Express & Star

Andy Richardson: Unsung heroes of rock’n’roll life can tell a story or two

I’m not sure where to begin. So I’ll begin at the beginning as I try to navigate a subject that’s filled with all sorts of hazards. The subject is this: roadies.

Grumpy Dave never knew that he’d been set up by his mates...

Love them or love them, they are the backbone of any rock’n’roll tour. The guys who drive the trucks, set the stage, tune the guitars, and make it all happen are the forgotten heroes of any live music experience. Without them, the pampered stars who receive the praise would be cast adrift. They’d sound wonky, look like they’d just got up and their gigs would fall apart like a delicate chocolate sphere under a hot trickle of warmed passion fruit sauce. Or something.

My mate’s a roadie. He knows where the bodies are buried. He’s the see-all-but-say-nothing figure who’s spent 40 years touring and has more stories than a children’s library. He’s seen household names at their most tired, their most vulnerable and their most strung-out. And he’s as likely to spill the beans on any of that schizzle as Frank Bruno is likely to lead on a flower-arranging class. Which is to say, he never, ever, not-in-a-million-years, will.

And so, when we hang out, he offers the occasional glimpse of what went down, but it’s never anything more than a mirage. It’s a shimmering apparition, like hot air rising over tarmacadam on the hottest day. The facts are never clear. It’s just an illusion.

It’s a different matter, however, when it comes to the conduct of the crew. Then, nothing’s off the table. Everything’s up for grabs. And, of course, most of the stories are unprintable.

There are some, however, that while not being entirely wholesome are just about clean enough for a respectable family newspaper. Like the one about Grumpy Dave, the 50-something roadie, who’d spent a lifetime on the road and became less and less happy as the ardour of travelling, always being third best, and being mildly abused by fans took its toll.

And so, during a visit to Eastern Europe, his fellow roadies decided to do something to cheer him up. They paid a lady whose services were for hire to meet him in a bar and tell him he was the best thing since sliced bread.

And so, on the appointed evening, the lady turned up at the hotel bar, made a beeline for Grumpy Dave, draped herself across his malodorous shoulder and started to tell him he was the most interesting, best-looking, and damned nicest guy in the whole wide world.
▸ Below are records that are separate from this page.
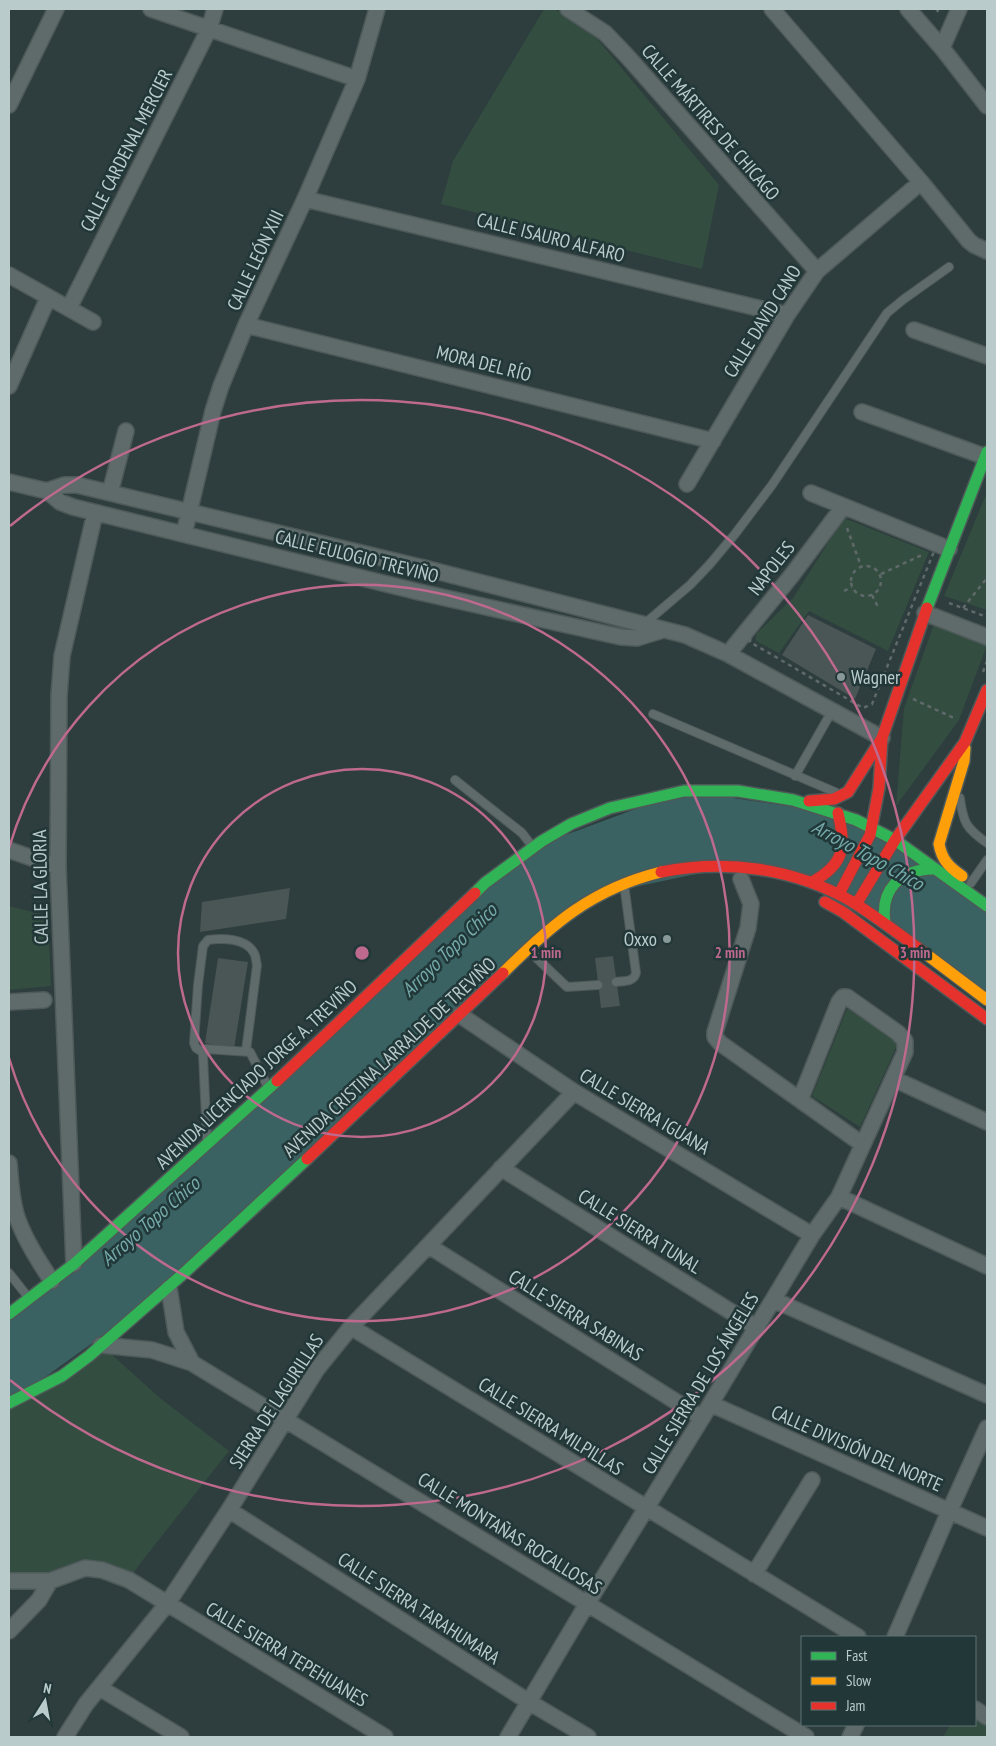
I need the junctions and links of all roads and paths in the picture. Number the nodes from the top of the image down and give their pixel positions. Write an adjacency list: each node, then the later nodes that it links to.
1 (56, 9): 12 (street)
2 (151, 9): 9 (street)
3 (215, 9): 9 (street, CALLE CARDENAL MERCIER)
4 (377, 9): 11 (street, CALLE LEÓN XIII)
5 (568, 9): 18 (street, CALLE MÁRTIRES DE CHICAGO)
6 (772, 9): 14 (street)
7 (908, 9): 10 (street)
8 (959, 9): 10 (street)
9 (209, 30): 11 (street); 21 (street, CALLE CARDENAL MERCIER)
10 (942, 48): 13 (street)
11 (357, 79): 15 (street, CALLE LEÓN XIII)
12 (9, 105)
13 (987, 106)
14 (921, 182): 16 (street); 18 (street, CALLE DAVID CANO)
15 (305, 199): 22 (street, CALLE ISAURO ALFARO); 24 (street, CALLE LEÓN XIII)
16 (987, 251)
17 (949, 267): 54 (lane)
18 (817, 271): 22 (street, CALLE DAVID CANO)
19 (9, 276): 20 (street)
20 (48, 298): 21 (street); 27 (street)
21 (69, 308): 23 (street)
22 (787, 315): 30 (street, CALLE DAVID CANO)
23 (93, 322)
24 (246, 325): 30 (street, MORA DEL RÍO); 37 (street, CALLE LEÓN XIII)
25 (914, 330): 26 (street)
26 (987, 356)
27 (9, 386)
28 (862, 412): 31 (street)
29 (126, 430): 35 (street)
30 (713, 441): 33 (street, CALLE DAVID CANO)
31 (986, 454): 42 (main road)
32 (9, 482): 34 (street, CALLE EULOGIO TREVIÑO)
33 (687, 484)
34 (47, 491): 35 (street, CALLE EULOGIO TREVIÑO); 39 (street, CALLE EULOGIO TREVIÑO)
35 (110, 493): 37 (street, CALLE EULOGIO TREVIÑO)
36 (811, 493): 38 (street)
37 (189, 512): 41 (street, CALLE LEÓN XIII); 44 (street, CALLE EULOGIO TREVIÑO)
38 (843, 512): 42 (street); 42 (path); 42 (path); 58 (street, NAPOLES)
39 (95, 513): 41 (street, CALLE EULOGIO TREVIÑO); 80 (street, CALLE LA GLORIA)
40 (847, 526): 43 (path)
41 (184, 534): 49 (street, CALLE EULOGIO TREVIÑO)
42 (942, 549): 45 (path); 53 (main road)
43 (861, 566): 45 (path); 47 (path)
44 (424, 568): 49 (street); 54 (street, CALLE EULOGIO TREVIÑO)
45 (881, 574): 50 (path)
46 (987, 578): 52 (path)
47 (852, 587): 48 (path); 50 (path)
48 (844, 591)
49 (419, 592): 57 (street, CALLE EULOGIO TREVIÑO)
50 (872, 596): 51 (path)
51 (878, 606)
52 (963, 608)
53 (925, 613): 56 (street); 66 (main road)
54 (644, 624): 55 (street, CALLE EULOGIO TREVIÑO); 57 (lane)
55 (663, 630): 57 (street, CALLE EULOGIO TREVIÑO); 58 (street, CALLE EULOGIO TREVIÑO)
56 (987, 637)
57 (637, 638)
58 (728, 654): 63 (street, CALLE EULOGIO TREVIÑO)
59 (987, 661): 60 (path)
60 (980, 678)
61 (987, 690): 67 (main road)
62 (910, 698): 65 (path)
63 (832, 711): 66 (street, CALLE EULOGIO TREVIÑO); 68 (lane)
64 (653, 714): 68 (lane)
65 (958, 720)
66 (882, 738): 71 (main road); 74 (main road)
67 (965, 742): 70 (main road); 75 (main road)
68 (795, 776): 71 (lane)
69 (455, 780): 77 (lane)
70 (958, 780): 76 (lane); 88 (main road)
71 (843, 796): 72 (main road)
72 (793, 800): 73 (main road, AVENIDA LICENCIADO JORGE A. TREVIÑO); 77 (main road, AVENIDA LICENCIADO JORGE A. TREVIÑO)
73 (838, 814): 74 (main road, AVENIDA LICENCIADO JORGE A. TREVIÑO); 85 (main road)
74 (872, 828): 75 (main road, AVENIDA LICENCIADO JORGE A. TREVIÑO); 89 (main road)
75 (895, 840): 81 (main road, AVENIDA LICENCIADO JORGE A. TREVIÑO); 91 (main road)
76 (987, 843)
77 (533, 847): 105 (main road, AVENIDA LICENCIADO JORGE A. TREVIÑO)
78 (9, 850): 80 (street)
79 (987, 860): 88 (lane)
80 (58, 867): 116 (street, CALLE LA GLORIA)
81 (933, 869): 92 (main road, AVENIDA LICENCIADO JORGE A. TREVIÑO); 93 (main road)
82 (651, 875): 83 (main road); 85 (main road, AVENIDA CRISTINA LARRALDE DE TREVIÑO); 87 (main road, AVENIDA CRISTINA LARRALDE DE TREVIÑO)
83 (714, 878)
84 (736, 879): 86 (main road); 107 (street)
85 (817, 879): 89 (main road, AVENIDA CRISTINA LARRALDE DE TREVIÑO)
86 (757, 881)
87 (624, 882): 94 (main road, AVENIDA CRISTINA LARRALDE DE TREVIÑO); 95 (lane)
88 (971, 883): 92 (main road)
89 (841, 890): 91 (main road, AVENIDA CRISTINA LARRALDE DE TREVIÑO)
90 (814, 897): 101 (main road)
91 (859, 899): 93 (main road, AVENIDA CRISTINA LARRALDE DE TREVIÑO)
92 (985, 905)
93 (884, 918): 98 (main road, AVENIDA CRISTINA LARRALDE DE TREVIÑO)
94 (527, 949): 96 (lane); 100 (main road, AVENIDA CRISTINA LARRALDE DE TREVIÑO)
95 (616, 982)
96 (598, 985)
97 (44, 1000): 99 (street)
98 (987, 1000)
99 (9, 1002)
100 (460, 1015): 106 (street, CALLE SIERRA IGUANA); 120 (main road, AVENIDA CRISTINA LARRALDE DE TREVIÑO)
101 (987, 1019)
102 (246, 1051): 103 (lane); 103 (lane); 105 (lane)
103 (204, 1052): 109 (lane)
104 (894, 1079): 107 (street, CALLE SIERRA DE LOS ÁNGELES); 108 (street); 110 (street, CALLE SIERRA DE LOS ÁNGELES)
105 (269, 1089): 109 (main road, AVENIDA LICENCIADO JORGE A. TREVIÑO)
106 (574, 1092): 112 (street, SIERRA DE LAGURILLAS); 114 (street, CALLE SIERRA IGUANA)
107 (800, 1100): 110 (street)
108 (987, 1122)
109 (207, 1144): 116 (main road, AVENIDA LICENCIADO JORGE A. TREVIÑO)
110 (862, 1144): 113 (street, CALLE SIERRA DE LOS ÁNGELES)
111 (9, 1163): 119 (street)
112 (501, 1168): 115 (street, SIERRA DE LAGURILLAS); 125 (street, CALLE SIERRA TUNAL)
113 (839, 1197): 114 (street, CALLE SIERRA DE LOS ÁNGELES); 117 (street)
114 (812, 1236): 122 (street, CALLE SIERRA DE LOS ÁNGELES)
115 (429, 1246): 124 (street, SIERRA DE LAGURILLAS); 131 (street, CALLE SIERRA SABINAS)
116 (74, 1264): 119 (main road, AVENIDA LICENCIADO JORGE A. TREVIÑO)
117 (987, 1266)
118 (9, 1273): 121 (lane)
119 (52, 1281): 121 (main road, AVENIDA LICENCIADO JORGE A. TREVIÑO)
120 (169, 1288): 126 (main road, AVENIDA CRISTINA LARRALDE DE TREVIÑO); 127 (street)
121 (29, 1298): 123 (main road, AVENIDA LICENCIADO JORGE A. TREVIÑO)
122 (774, 1300): 125 (street, CALLE SIERRA DE LOS ÁNGELES); 128 (street)
123 (11, 1311)
124 (351, 1327): 132 (street, SIERRA DE LAGURILLAS); 135 (street, CALLE SIERRA MILPILLAS)
125 (757, 1328): 130 (street, CALLE SIERRA DE LOS ÁNGELES)
126 (101, 1346): 127 (street, CALLE MONTAÑAS ROCALLOSAS); 129 (main road, AVENIDA CRISTINA LARRALDE DE TREVIÑO)
127 (192, 1363): 132 (street, CALLE MONTAÑAS ROCALLOSAS)
128 (987, 1394)
129 (9, 1403)
130 (711, 1404): 131 (street, CALLE SIERRA DE LOS ÁNGELES); 137 (street, CALLE DIVISIÓN DEL NORTE)
131 (702, 1418): 135 (street, CALLE SIERRA DE LOS ÁNGELES)
132 (285, 1419): 136 (street, SIERRA DE LAGURILLAS); 143 (street, CALLE MONTAÑAS ROCALLOSAS)
133 (987, 1428): 137 (street)
134 (812, 1480): 139 (street)
135 (647, 1509): 139 (street, CALLE SIERRA MILPILLAS); 143 (street, CALLE SIERRA DE LOS ÁNGELES)
136 (229, 1510): 142 (street, SIERRA DE LAGURILLAS); 148 (street, CALLE SIERRA TARAHUMARA)
137 (949, 1512): 138 (street, CALLE DIVISIÓN DEL NORTE); 146 (street)
138 (987, 1528)
139 (754, 1574): 145 (street, CALLE SIERRA MILPILLAS)
140 (9, 1580): 141 (street)
141 (50, 1581): 142 (street, CALLE SIERRA TEPEHUANES); 144 (street)
142 (167, 1604): 147 (street, SIERRA DE LAGURILLAS); 153 (street, CALLE SIERRA TEPEHUANES)
143 (587, 1604): 148 (street, CALLE SIERRA DE LOS ÁNGELES); 156 (street, CALLE MONTAÑAS ROCALLOSAS)
144 (9, 1631)
145 (856, 1636)
146 (895, 1636)
147 (100, 1688): 151 (street, SIERRA DE LAGURILLAS); 152 (street)
148 (529, 1702): 154 (street, CALLE SIERRA DE LOS ÁNGELES); 155 (street, CALLE SIERRA TARAHUMARA)
149 (976, 1710): 150 (street)
150 (987, 1717)
151 (65, 1737)
152 (181, 1737)
153 (385, 1737)
154 (508, 1737)
155 (588, 1737)
156 (806, 1737)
The tour ended, soon after, the crew went their separate ways. On the next leg of the tour, Grumpy Dave was nowhere to be seen. He’d been replaced and his mates asked what had happened. He’d become uncontactable.

And so someone went to his hometown and found the pub in which he usually hung out. And there he was, with the lady he’d met somewhere in Eastern Europe, sitting in a corner. They were both wearing wedding bands. Grumpy Dave never knew that he’d been set up by his mates, just to cheer him up – instead, he fell hook, line and sinker and proposed to the woman shortly after meeting her, before setting up home and ditching his job as a roadie.

Another story also involves ladies whose services are for hire. I know, there’s a theme here.

My mate landed in Ukraine for a show. They went back to the crew hotel, where a concierge whispered in his ear: ‘Whatever you want – anything – we can get it. Just tell me.’

My mate went back to his room and wondered what he’d like most of all. Should he live out his sex’n’drugs’n’rock’n’roll fantasies in downtown Kyiv?

He went back to the concierge and asked how much it would cost to ‘hire’ one of the ladies he’d been told about. ‘£30, for 12 hours.’

Great, he thought. He hired. The lady arrived in his room, dressed to the nines.

‘This is a funny question,’ he said. ‘But do you have a washing machine and an iron? I’ve been on the road for two months and not been able to wash my T-shirts.’ It was an easy night’s work for her – and my mate got his undies cleaned for less than the dry cleaners would have charged.